Luchtkwaliteit ter plaatse
In de Wet milieubeheer zijn normen opgenomen voor de concentraties van een aantal stoffen in de buitenlucht ter bescherming van de mens. De twee belangrijkste stoffen zijn PM10 en PM2,5(fijnstof) en NO2 (stikstofdioxide). Voor grenswaarde van PM10 en NOx bedraagt 40 µg/m3, van PM2,5 is dat 25 µg/m3.
Bijdrage aan luchtkwaliteit
In de Wet milieubeheer zijn de belangrijkste bepalingen over luchtkwaliteitseisen opgenomen. De Wet maakt een onderscheid tussen 'kleine' en 'grote' projecten. Kleine projecten dragen 'niet in betekenende mate' (NIBM) bij aan verslechtering van de luchtkwaliteit. Een paar honderd grote projecten dragen juist wel 'in betekenende mate' bij aan de verslechtering van de luchtkwaliteit. Het gaat hierbij vooral om bedrijventerreinen en infrastructuur (wegen).
Wat het begrip 'in betekenende mate' precies inhoudt, staat in de algemene maatregel van bestuur "Niet in betekenende mate bijdragen" (Besluit NIBM). Op hoofdlijnen komt het erop neer dat 'grote' projecten die jaarlijks meer dan 3 procent bijdragen aan de jaargemiddelde norm voor fijn stof en stikstofdioxide (1,2 microgram per m3) een 'betekenend' negatief effect hebben op de luchtkwaliteit. 'Kleine' projecten die minder dan 3 procent bijdragen, kunnen doorgaan zonder toetsing. Dat betekent bijvoorbeeld dat lokale overheden een toevoeging van minder dan 1.500 huizen niet hoeven te toetsen aan de normen voor luchtkwaliteit, omdat een dergelijk project per definitie niet boven de 3%-norm komt.
Planspecifiek
Luchtkwaliteit ter plaatse van het initiatief
Vanuit een goede ruimtelijke ordening is de huidige luchtkwaliteit ter plaatse getoetst met behulp van de NSL Monitoringstool (www.nsl-monitoring.nl). Door de metingen ter plaatse te toetsen aan de grenswaarden is gekeken of er sprake is van een goed woon- en leefklimaat. Uit metingen van het rekenpunt 688306 (aan de Rijksweg A50 ter hoogte van plangebied) zijn de volgende concentraties naar voren gekomen:
NO2 (stikstofdioxide) |
PM10
(fijnstof) |
PM2,5 (fijnere fractie van fijnstof) | |
Gemeten totale concentratie jaargemiddelde 2020 (µg/m3) | 18,5 µg/m3 | 16,5 µg/m3 | 9,7 µg/m3 |
Grenswaarde concentratie (µg/m3) | 40 µg/m3 | 40 µg/m3 | 25 µg/m3 |
De gemeten concentraties stikstofdioxide, fijnstof en zeer fijnstof liggen ruim onder de gestelde grenswaarden. Met betrekking tot de luchtkwaliteit zijn geen belemmeringen voor onderhavig initiatief.
Bijdrage initiatief
Als gevolg van het initiatief verdwijnt de bestaande woning en komt daar een kerkelijk centrum voor terug. Ten aanzien van de bijdrage aan luchtkwaliteit is het initiatief daarmee van geringe omvang ten opzichte van de benoemde grenswaarde van projecten met een vergelijkbare impact. Op basis van de te verwachten toename aan verkeersbewegingen ten gevolge van het project is te concluderen dat dit project 'niet in betekende mate' bijdraagt aan de verslechtering van de luchtkwaliteit. Een nadere toetsing ten aanzien van het aspect luchtkwaliteit kan daarom achterwege blijven.

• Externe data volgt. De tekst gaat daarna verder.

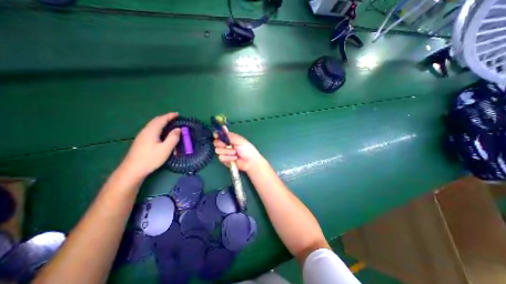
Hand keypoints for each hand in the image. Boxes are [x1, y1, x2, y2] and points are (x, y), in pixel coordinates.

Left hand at [120, 113, 180, 179]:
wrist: (132, 169)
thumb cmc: (151, 158)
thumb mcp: (166, 149)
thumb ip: (173, 138)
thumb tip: (178, 129)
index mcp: (152, 131)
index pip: (162, 120)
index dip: (170, 116)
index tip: (178, 114)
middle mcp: (146, 131)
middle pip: (156, 120)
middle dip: (166, 117)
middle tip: (175, 117)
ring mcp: (142, 136)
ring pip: (153, 124)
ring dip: (162, 122)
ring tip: (170, 123)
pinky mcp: (141, 140)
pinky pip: (151, 129)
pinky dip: (158, 126)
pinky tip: (161, 132)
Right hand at [212, 132, 262, 170]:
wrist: (250, 161)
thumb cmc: (247, 149)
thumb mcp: (239, 140)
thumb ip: (229, 135)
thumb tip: (222, 127)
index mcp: (229, 139)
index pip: (219, 135)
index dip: (217, 135)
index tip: (217, 136)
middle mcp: (225, 145)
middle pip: (216, 143)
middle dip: (221, 144)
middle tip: (227, 145)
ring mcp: (224, 153)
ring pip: (218, 150)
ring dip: (227, 152)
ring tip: (235, 153)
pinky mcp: (224, 160)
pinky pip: (221, 158)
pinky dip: (228, 158)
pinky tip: (235, 158)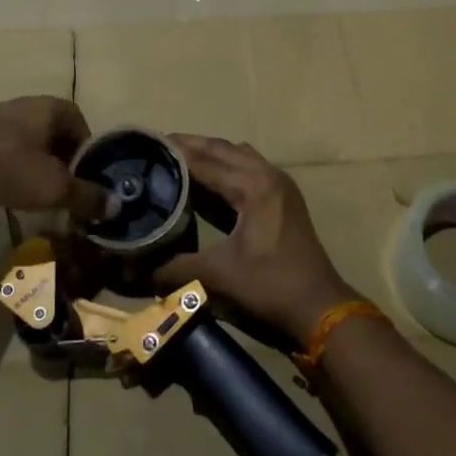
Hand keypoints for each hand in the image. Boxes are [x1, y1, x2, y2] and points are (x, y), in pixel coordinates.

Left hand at [0, 96, 107, 223]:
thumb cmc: (7, 164)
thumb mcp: (54, 187)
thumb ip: (87, 197)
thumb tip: (116, 206)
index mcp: (56, 108)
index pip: (86, 132)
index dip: (89, 162)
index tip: (85, 189)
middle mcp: (32, 105)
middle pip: (59, 139)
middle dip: (64, 168)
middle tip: (62, 198)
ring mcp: (3, 117)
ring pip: (33, 147)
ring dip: (38, 171)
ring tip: (35, 199)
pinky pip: (9, 152)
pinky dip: (13, 170)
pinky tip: (6, 191)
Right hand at [154, 134, 358, 346]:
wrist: (320, 311)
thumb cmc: (270, 289)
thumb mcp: (218, 277)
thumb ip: (174, 269)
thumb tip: (135, 271)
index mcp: (253, 186)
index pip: (204, 160)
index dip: (174, 152)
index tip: (144, 145)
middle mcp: (267, 175)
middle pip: (221, 149)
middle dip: (189, 146)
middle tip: (155, 148)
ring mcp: (279, 184)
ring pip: (236, 155)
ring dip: (209, 154)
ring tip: (177, 160)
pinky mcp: (283, 198)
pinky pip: (248, 167)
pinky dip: (226, 166)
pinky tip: (207, 181)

Het initiatief is uitvoerbaar met betrekking tot het aspect luchtkwaliteit.
De mate waarin het geluid het woonmilieu mag belasten, is geregeld in de Wet geluidhinder (Wgh). De kern van de wet is dat geluidsgevoelige objecten worden beschermd tegen geluidhinder uit de omgeving. In de Wgh worden de volgende objecten beschermd:
Het beschermen van deze geluidsgevoelige objecten gebeurt aan de hand van vastgestelde zoneringen. Binnen deze zones bepaalt het bevoegd gezag de te hanteren grenswaarden. Er geldt een voorkeursgrenswaarde en een bovengrens (hoger mag niet). De Wgh gaat verder onder meer ook in op geluidwerende voorzieningen. De belangrijkste bronnen van geluidhinder die bij een ruimtelijke ontwikkeling aan de orde kunnen zijn betreffen: industrielawaai, wegverkeerslawaai en spoorweglawaai.
Planspecifiek
In de omgeving van het plangebied zijn geen industrieterreinen en/of spoorwegen gelegen. Op de omliggende wegen is sprake van een 30 km/u-regime. Geluidshinder afkomstig van deze geluidsbronnen kan daarmee op voorhand worden uitgesloten. Het kerkelijk centrum is geen plek waar mensen voor langere tijd verblijven en is daarom niet geluidgevoelig.
Het initiatief is uitvoerbaar met betrekking tot het aspect geluid.
Milieuzonering is het aanbrengen van een ruimtelijke scheiding tussen milieubelastende en milieugevoelige functies. Doel is om bij het opstellen van een ruimtelijk plan een goed en veilig leefklimaat te waarborgen, maar tegelijkertijd ook aan bedrijven voldoende milieuruimte te bieden voor het uitoefenen van hun activiteiten.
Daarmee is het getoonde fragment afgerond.